Crossing Brooklyn Ferry: A Pinhole Photography Project
Join me on YouTube for an hour of time-traveling with Walt Whitman! (“Who knows, for all the distance, but I am as good as looking at you now, for all you cannot see me?”). Whitman scholar Karen Karbiener, poet Howard Nelson, and I read Whitman’s poem “Crossing Brooklyn Ferry,” screened 80 of my pinhole photos of New York City ferries, and discussed Whitman’s sweeping meditation on time, our interconnectedness, and the transcendent power of art.
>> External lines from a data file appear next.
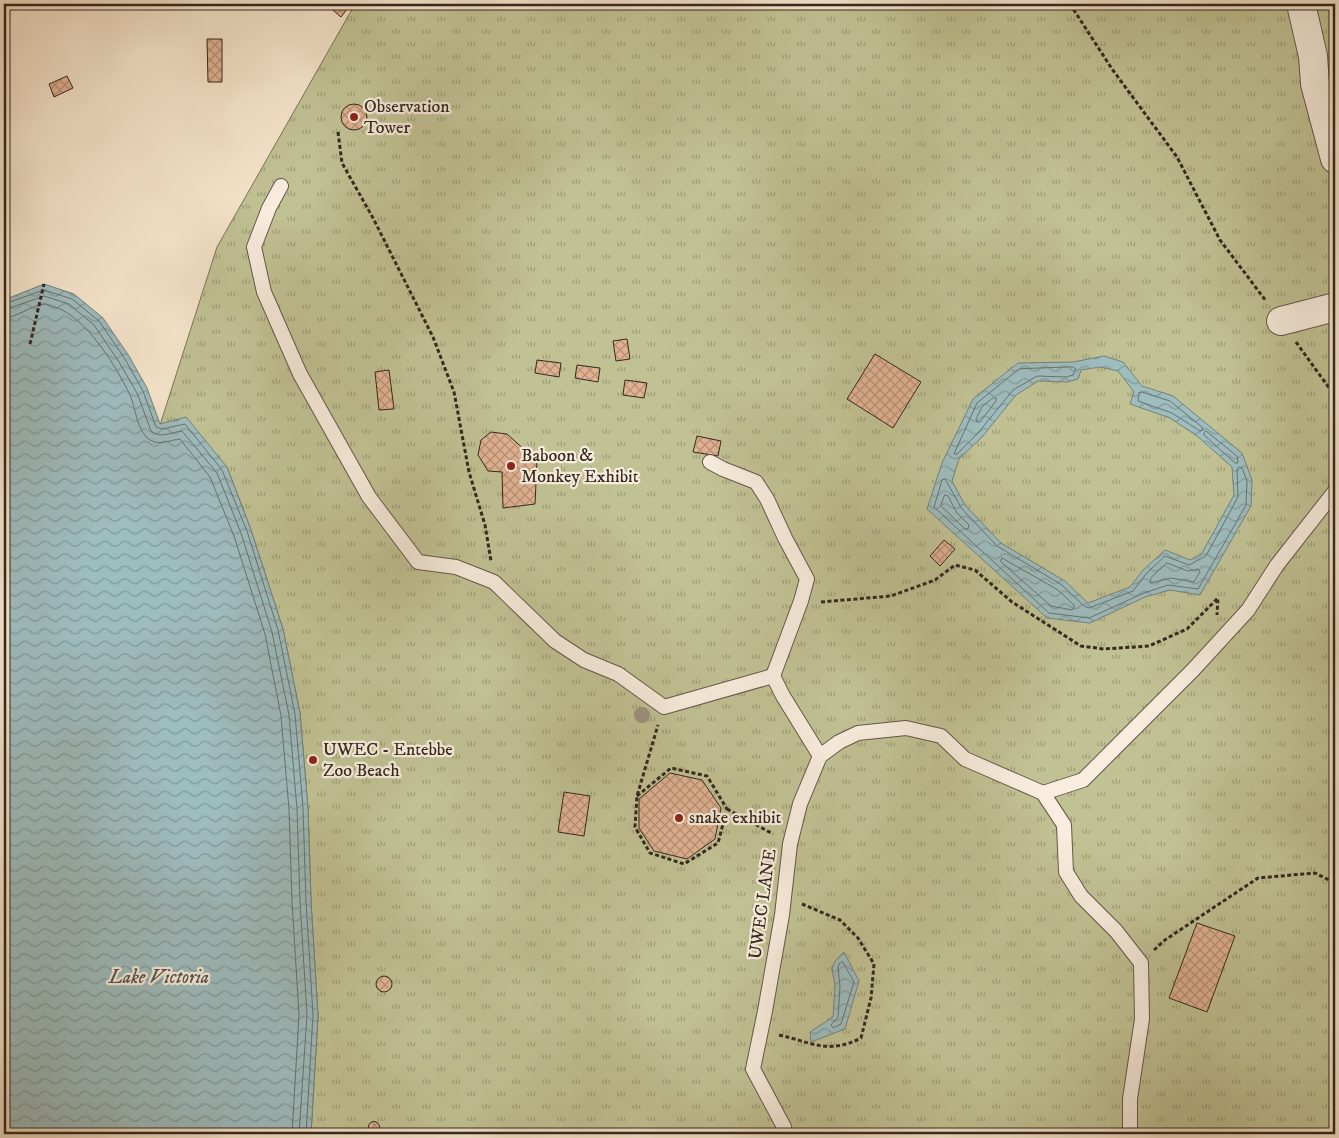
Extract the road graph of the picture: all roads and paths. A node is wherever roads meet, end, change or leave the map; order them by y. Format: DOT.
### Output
graph roads {
  1 [pos="1070,4"];
  2 [pos="1301,4"];
  3 [pos="338,132"];
  4 [pos="1335,159"];
  5 [pos="282,186"];
  6 [pos="44,284"];
  7 [pos="1335,307"];
  8 [pos="1281,321"];
  9 [pos="30,344"];
  10 [pos="1335,396"];
  11 [pos="710,462"];
  12 [pos="1335,491"];
  13 [pos="494,582"];
  14 [pos="801,601"];
  15 [pos="1216,645"];
  16 [pos="773,676"];
  17 [pos="664,707"];
  18 [pos="820,756"];
  19 [pos="1043,793"];
  20 [pos="637,796"];
  21 [pos="727,809"];
  22 [pos="790,844"];
  23 [pos="1335,883"];
  24 [pos="784,897"];
  25 [pos="1141,963"];
  26 [pos="761,1031"];
  27 [pos="783,1134"];
  28 [pos="1130,1134"];
  1 -- 8 [label="path"];
  2 -- 4 [label="street"];
  3 -- 13 [label="path"];
  5 -- 13 [label="lane"];
  6 -- 9 [label="path"];
  7 -- 8 [label="street"];
  8 -- 10 [label="path"];
  11 -- 14 [label="lane"];
  12 -- 15 [label="lane"];
  13 -- 17 [label="lane"];
  14 -- 15 [label="path"];
  14 -- 16 [label="lane"];
  15 -- 19 [label="lane"];
  16 -- 17 [label="lane"];
  16 -- 18 [label="lane"];
  17 -- 20 [label="path"];
  18 -- 19 [label="lane"];
  18 -- 22 [label="lane, UWEC LANE"];
  19 -- 25 [label="lane"];
  20 -- 21 [label="path"];
  20 -- 21 [label="path"];
  21 -- 22 [label="path"];
  22 -- 24 [label="lane, UWEC LANE"];
  23 -- 25 [label="path"];
  24 -- 26 [label="lane, UWEC LANE"];
  24 -- 26 [label="path"];
  25 -- 28 [label="lane"];
  26 -- 27 [label="lane, UWEC LANE"];
}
https://www.youtube.com/watch?v=I10gDazWQx4
Produced by the Walt Whitman Initiative.
In 2009 I was photographing the NYC harbor for a commercial story about sunken Guggenheim treasure in the waters off Staten Island. Without realizing it I was, from the Staten Island Ferry, being pulled into the imagery that Whitman said future readers of his poem “Crossing Brooklyn Ferry” would experience. Digging deeper into my ferry-riding I read the poem and poet Howard Nelson’s essay on it. Nelson’s observations — about the poem’s kinesthetic quality and about how, in his daily ferry-riding, Whitman was moving among archetypes — reminded me of my blurry, dream-like photos and sparked an idea: to make an interdisciplinary book on “Crossing Brooklyn Ferry” that included the poem, my photos, and several essays.